This overview sets out some of the most significant changes to corporations law during 2017. These are insights direct from our Corporations Law and PPSA Collection 2018.
Insolvency law reform
The Insolvency Law Reform Act 2016 (ILRA) made significant amendments to the Corporations Act 2001 during 2017 by moving many of the process provisions of Ch 5 into a schedule (Schedule 2) and making remedial amendments to other provisions.
While some amendments made by the ILRA commenced on 1 March 2017, the remainder, containing much of the detail, commenced on 1 September 2017. The statutory and regulatory provisions for commencement were complex, with Pt 10.25 of the Corporations Regulations 2001 modifying the transitional provisions in Pt 10.25 of the Corporations Act and deferring the application of certain amendments made by the ILRA. For a detailed explanation, see In the matter of Glengrant Civil Pty Ltd (In Liq)  NSWSC 843 at - (Robb J).
Details of the modifications made to Pt 10.25 of the Corporations Act by Pt 10.25 of the Corporations Regulations have been included as editorial notes to the relevant provisions in the 2018 edition of Australian Corporations & Securities Legislation. The title also contains the Insolvency Practice Rules (Corporations) 2016.
Safe harbour for insolvent trading
The Treasury Laws Amendment (2017 Enterprise Incentives No 2) Act 2017 amended the Corporations Act effective 19 September 2017 by creating a safe harbour for company directors from personal liability for insolvent trading if the company is undertaking a restructure outside formal insolvency.

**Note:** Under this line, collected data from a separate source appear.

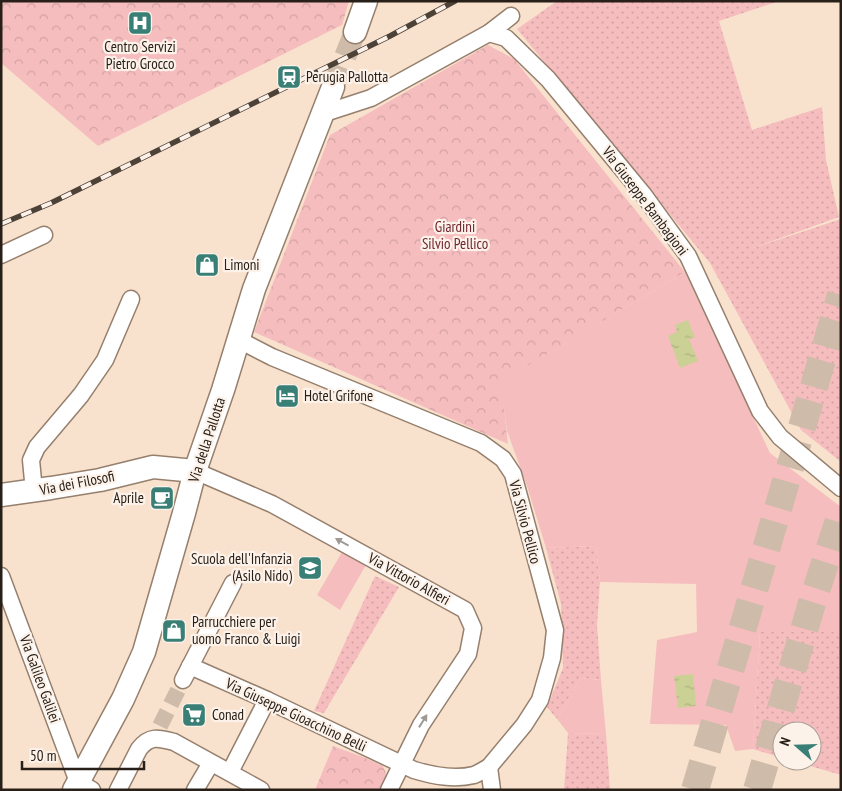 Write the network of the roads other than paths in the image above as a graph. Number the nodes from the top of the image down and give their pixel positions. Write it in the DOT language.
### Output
graph roads {
  1 [pos="366,1"];
  2 [pos="511,16"];
  3 [pos="355,32"];
  4 [pos="489,33"];
  5 [pos="333,87"];
  6 [pos="322,114"];
  7 [pos="44,234"];
  8 [pos="1,255"];
  9 [pos="132,299"];
  10 [pos="239,340"];
  11 [pos="195,471"];
  12 [pos="841,488"];
  13 [pos="34,491"];
  14 [pos="1,495"];
  15 [pos="1,576"];
  16 [pos="232,583"];
  17 [pos="267,700"];
  18 [pos="211,763"];
  19 [pos="401,765"];
  20 [pos="489,767"];
  21 [pos="230,772"];
  22 [pos="82,787"];
  23 [pos="118,790"];
  24 [pos="195,790"];
  25 [pos="261,790"];
  26 [pos="389,790"];
  27 [pos="492,790"];
  1 -- 3 [label="main road"];
  2 -- 4 [label="street"];
  4 -- 6 [label="street"];
  4 -- 12 [label="street, Via Giuseppe Bambagioni"];
  5 -- 6 [label="main road, Via della Pallotta"];
  6 -- 10 [label="main road, Via della Pallotta"];
  7 -- 8 [label="street"];
  9 -- 13 [label="street"];
  10 -- 11 [label="main road, Via della Pallotta"];
  10 -- 20 [label="street, Via Silvio Pellico"];
  11 -- 13 [label="main road, Via dei Filosofi"];
  19 -- 11 [label="street, Via Vittorio Alfieri, one-way"];
  11 -- 22 [label="main road, Via della Pallotta"];
  13 -- 14 [label="main road, Via dei Filosofi"];
  15 -- 22 [label="street, Via Galileo Galilei"];
  16 -- 17 [label="street, Via Giuseppe Gioacchino Belli"];
  17 -- 19 [label="street, Via Giuseppe Gioacchino Belli"];
  17 -- 21 [label="street"];
  18 -- 21 [label="street"];
  18 -- 23 [label="street"];
  18 -- 24 [label="street"];
  19 -- 20 [label="street, Via Giuseppe Gioacchino Belli"];
  19 -- 26 [label="street, Via Vittorio Alfieri"];
  20 -- 27 [label="street"];
  21 -- 25 [label="street"];
} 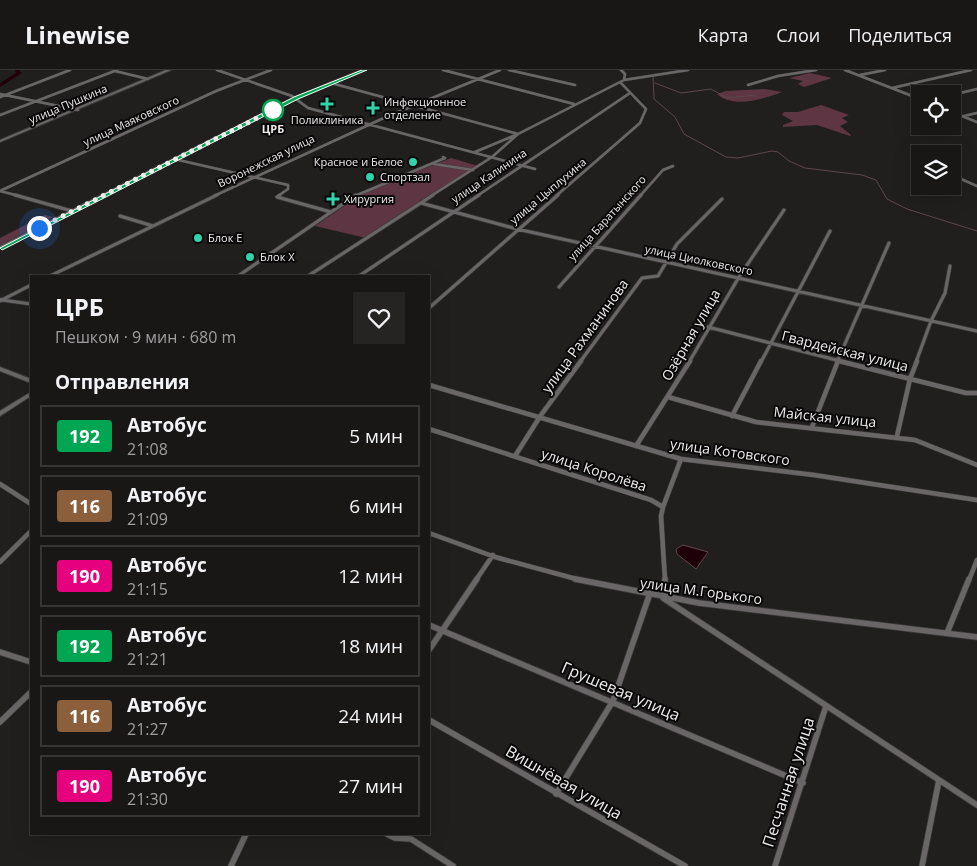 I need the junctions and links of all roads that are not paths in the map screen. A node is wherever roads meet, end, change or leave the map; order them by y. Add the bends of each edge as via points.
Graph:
1 (70, 70) edge
2 (114, 70) edge
3 (169, 70) edge
4 (217, 70) edge
5 (271, 70) edge
6 (364, 70) edge
7 (444, 70) edge
8 (500, 70) edge
9 (509, 70) edge
10 (621, 70) edge
11 (688, 70) edge
12 (816, 70) edge
13 (846, 70) edge
14 (885, 70) edge
15 (972, 70) edge
16 (859, 76) junction
17 (244, 79) junction
18 (478, 79) junction
19 (148, 80) junction
20 (622, 82) junction
21 (331, 83) junction
22 (575, 85) dead end
23 (748, 85) dead end
24 (892, 88) junction
25 (977, 89) edge
26 (630, 92) junction
27 (961, 93) edge
28 (6, 95) junction
29 (911, 95) edge
30 (0, 96) edge
31 (296, 98) junction
32 (37, 101) junction
33 (413, 104) junction
34 (574, 104) junction
35 (78, 110) junction
36 (977, 113) edge
37 (0, 115) edge
38 (963, 116) joint
39 (977, 122) edge
40 (368, 124) junction
41 (518, 134) junction
42 (0, 141) edge
43 (474, 153) junction
44 (443, 157) dead end
45 (492, 157) junction
46 (174, 159) junction
47 (433, 164) junction
48 (520, 165) junction
49 (673, 166) dead end
50 (535, 169) dead end
51 (473, 170) junction
52 (257, 176) junction
53 (961, 179) edge
54 (977, 186) edge
55 (0, 191) edge
56 (722, 199) dead end
57 (421, 203) junction
58 (784, 210) dead end
59 (72, 211) junction
60 (331, 212) junction
61 (452, 212) junction
62 (120, 216) dead end
63 (153, 226) junction
64 (517, 229) junction
65 (830, 231) dead end
66 (889, 243) dead end
67 (594, 246) junction
68 (0, 248) edge
69 (664, 260) junction
70 (950, 266) dead end
71 (52, 275) edge
72 (239, 275) edge
73 (310, 275) edge
74 (360, 275) edge
75 (739, 277) junction
76 (30, 286) edge
77 (559, 287) dead end
78 (798, 291) junction
79 (1, 300) edge
80 (30, 304) edge
81 (862, 306) junction
82 (430, 307) edge
83 (931, 321) junction
84 (708, 327) junction
85 (976, 331) edge
86 (772, 344) junction
87 (838, 360) junction
88 (0, 368) edge
89 (910, 379) junction
90 (30, 382) edge
91 (430, 385) edge
92 (30, 395) edge
93 (977, 395) edge
94 (668, 397) junction
95 (0, 414) edge
96 (732, 416) junction
97 (539, 418) junction
98 (812, 427) junction
99 (430, 428) edge
100 (897, 436) junction
101 (636, 446) junction
102 (515, 456) junction
103 (682, 459) junction
104 (977, 464) edge
105 (0, 485) edge
106 (977, 500) edge
107 (30, 503) edge
108 (663, 507) junction
109 (30, 532) edge
110 (430, 533) edge
111 (493, 555) junction
112 (977, 560) edge
113 (0, 562) edge
114 (649, 596) junction
115 (663, 598) junction
116 (430, 625) edge
117 (443, 631) junction
118 (947, 633) junction
119 (977, 637) edge
120 (430, 649) edge
121 (0, 652) edge
122 (30, 662) edge
123 (30, 693) edge
124 (613, 701) junction
125 (826, 706) junction
126 (430, 721) edge
127 (0, 722) edge
128 (939, 780) junction
129 (803, 783) junction
130 (556, 794) junction
131 (977, 805) edge
132 (246, 835) edge
133 (389, 835) edge
134 (231, 866) edge
135 (453, 866) edge
136 (686, 866) edge
137 (775, 866) edge
138 (922, 866) edge

1 - 28 street
2 - 19 street
2 - 32 street
3 - 19 street, улица Пушкина
4 - 17 street
5 - 17 street, улица Маяковского
6 - 21 street
7 - 18 street
8 - 18 street, Воронежская улица
9 - 22 street
10 - 20 street via 625,74
11 - 20 street
12 - 23 street
13 - 16 street
14 - 16 street
15 - 24 street
16 - 24 street
17 - 31 street
17 - 55 street, улица Маяковского
18 - 33 street, Воронежская улица
18 - 34 street
19 - 35 street, улица Пушкина
20 - 26 street, улица Цыплухина
20 - 34 street
21 - 31 street
21 - 33 street
24 - 29 street
25 - 27 street
26 - 48 street, улица Калинина
26 - 64 street, улица Цыплухина via 646,108 640,123
28 - 30 street
28 - 32 street
31 - 40 street via 308,108
31 - 46 street
32 - 35 street
32 - 37 street
33 - 40 street, Воронежская улица
33 - 41 street
34 - 41 street
35 - 42 street, улица Пушкина
36 - 38 street
38 - 39 street
40 - 43 street
40 - 52 street, Воронежская улица
41 - 43 street
41 - 45 street
43 - 45 street
44 - 47 street
45 - 48 street
45 - 51 street
46 - 52 street
46 - 59 street
47 - 51 street
47 - 60 street via 368,189
48 - 50 street
48 - 61 street, улица Калинина
49 - 67 street, улица Баратынского via 663,170
51 - 57 street
52 - 60 street via 288,185 288,189 277,197
52 - 63 street, Воронежская улица
53 - 54 street
55 - 59 street
56 - 69 street, улица Рахманинова
57 - 61 street, улица Циолковского
57 - 73 street
58 - 75 street, Озёрная улица
59 - 68 street
60 - 72 street
61 - 64 street, улица Циолковского
61 - 74 street, улица Калинина
62 - 63 street
63 - 71 street, Воронежская улица
64 - 67 street, улица Циолковского
64 - 82 street, улица Цыплухина
65 - 78 street
66 - 81 street
67 - 69 street, улица Циолковского
67 - 77 street, улица Баратынского
69 - 75 street, улица Циолковского
69 - 97 street, улица Рахманинова via 658,276 642,278
70 - 83 street via 945,293
75 - 78 street, улица Циолковского
75 - 84 street, Озёрная улица
76 - 79 street
78 - 81 street, улица Циолковского
78 - 86 street
79 - 80 street
81 - 83 street, улица Циолковского
81 - 87 street
83 - 85 street, улица Циолковского
83 - 89 street
84 - 86 street, Гвардейская улица
84 - 94 street, Озёрная улица
86 - 87 street, Гвардейская улица
86 - 96 street
87 - 89 street, Гвардейская улица
87 - 98 street
88 - 90 street
89 - 93 street, Гвардейская улица
89 - 100 street
91 - 97 street, улица Котовского
92 - 95 street
94 - 96 street, Майская улица
94 - 101 street, Озёрная улица
96 - 98 street, Майская улица via 756,422
97 - 101 street, улица Котовского
97 - 102 street, улица Рахманинова
98 - 100 street, Майская улица
99 - 102 street, улица Королёва
100 - 104 street, Майская улица via 916,440
101 - 103 street, улица Котовского
102 - 108 street, улица Королёва via 651,500
103 - 106 street, улица Котовского via 824,476
103 - 108 street
105 - 107 street
108 - 115 street
109 - 113 street
110 - 111 street, улица М.Горького
111 - 114 street, улица М.Горького via 561,576
111 - 117 street
112 - 118 street
114 - 115 street, улица М.Горького
114 - 124 street
115 - 118 street, улица М.Горького
115 - 125 street
116 - 117 street, Грушевая улица
117 - 120 street
117 - 124 street, Грушевая улица
118 - 119 street, улица М.Горького
121 - 122 street
123 - 127 street
124 - 129 street, Грушевая улица
124 - 130 street
125 - 128 street
125 - 129 street, Песчанная улица
126 - 130 street, Вишнёвая улица
128 - 131 street
128 - 138 street
129 - 137 street, Песчанная улица
130 - 136 street, Вишнёвая улица
132 - 134 street
133 - 135 street via 411,839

New s 588GA protects the directors of a company against personal liability under s 588G(2) and is a complementary protection to the defences in s 588H. If the directors’ efforts to restructure the company are not effective to prevent the company going into external administration, new s 588GB provides rules to prevent a director from relying on books or information as evidence of the safe harbour in a relevant proceeding where those materials have not been provided to a liquidator, administrator or controller as required.
The Corporations Amendment (Crowd-sourced Funding) Act 2017 establish a legislative framework effective 28 September 2017 for crowd-sourced funding (CSF), with the introduction of new Pt 6D.3A and associated and consequential amendments.
The new legislation deals with:
- eligibility requirements for a company to fundraise via CSF, including disclosure requirements for CSF offers
- obligations of a CSF intermediary in facilitating CSF offers
- the process for making CSF offers
- rules relating to defective disclosure as part of a CSF offer, and
- investor protection provisions.
The regime also provides new public companies that are eligible to crowd fund with temporary relief from the reporting and corporate governance requirements that would usually apply.